White nationalist Jason Kessler organized the protest, the Unite the Right rally, for Emancipation Park (formerly Lee Park). Kessler was very recently a known supporter of President Barack Obama and a left-wing activist with the Occupy Wall Street movement, and it is still unclear how he so quickly became a “leader” in the “alt-Right” movement. (Many accuse Kessler of being a leftist agent provocateur.)

The report is correct in placing blame on the city officials of Charlottesville. The city’s political leadership, uniformly left-wing Democrats, ordered the police to stand down. As William F. Jasper recently noted in The New American magazine, they “directed the police to corral the demonstrators and push them into one another.”

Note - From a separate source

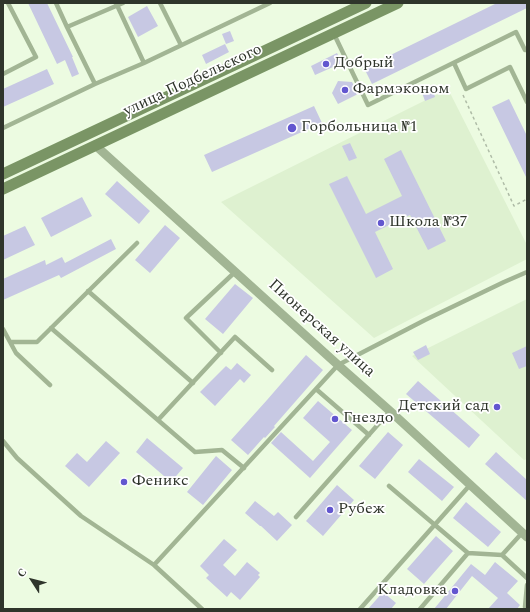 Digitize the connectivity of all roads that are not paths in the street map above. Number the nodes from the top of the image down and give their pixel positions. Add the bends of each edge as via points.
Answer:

Among the laws that Charlottesville police were not allowed to enforce is Virginia’s anti-mask law. Antifa thugs conceal their identity with masks, but Virginia statutes state, “It shall be unlawful for any person over sixteen years of age while wearing any mask, hood or other device whereby a substantial portion of the face is hidden or covered so as to conceal the identity of the wearer, to be or appear in any public place.” The law was passed during the years in which the modern KKK committed many of its violent act, concealing their identities with white sheets and hoods.

Jim Baker, the director of the International Chiefs of Police, faulted Charlottesville for failure to be adequately prepared for what they knew could be a violent clash. He also noted that Emancipation Park was simply too small for the two groups of protestors. He even claimed that the city was warned about the possibility of an attack using an automobile.

But while the report provides an important corrective to the false narrative of the mainstream media’s presentation that the violence was all one-sided and that Antifa is somehow a heroic organization peacefully demonstrating against white racism, it is incomplete. The truth is that state officials also bear much of the blame for what happened in Charlottesville.

As Jasper recently wrote, “The video evidence, as well as eyewitness accounts from reporters and participants on opposing sides of the demonstrations, indicates that the Virginia State Police knowingly shoved unarmed members of the Unite the Right demonstration directly into the arms (and bats, fists, and other weapons) of the much larger Antifa mob.” After Governor Terry McAuliffe (a close political ally of former President Barack Obama and the political leadership of the City of Charlottesville) declared a state of emergency, his state police took control of the increasingly violent situation. Instead of separating the two groups of extremists, they drove the white supremacists into the mob of Antifa counter-demonstrators.

While even neo-Nazis, white supremacists, and communist/anarchist demonstrators such as Antifa have a First Amendment right to hold peaceful demonstrations, what was different about this event was not so much that neo-Nazis were violent, but that they were even there. In most recent violent clashes, Antifa simply attacks non-violent, non-Nazi, non-racist, peaceful demonstrators. On the campus of the University of California – Berkeley, Antifa mobs have been allowed to violently attack students and vandalize property. Invited guest speakers have been not allowed to exercise their First Amendment rights. This has precipitated a lawsuit by students who claim that the mayor of Berkeley, Jesse Arreguin, and his equally leftist city council have on multiple occasions ordered the police to stand down and not protect the rights of students who differ with Antifa.

In a like manner, Charlottesville’s liberal government bears much blame for what happened on August 12, but they were not alone in that blame. The radicals of both sides took advantage ot the opportunity offered to them.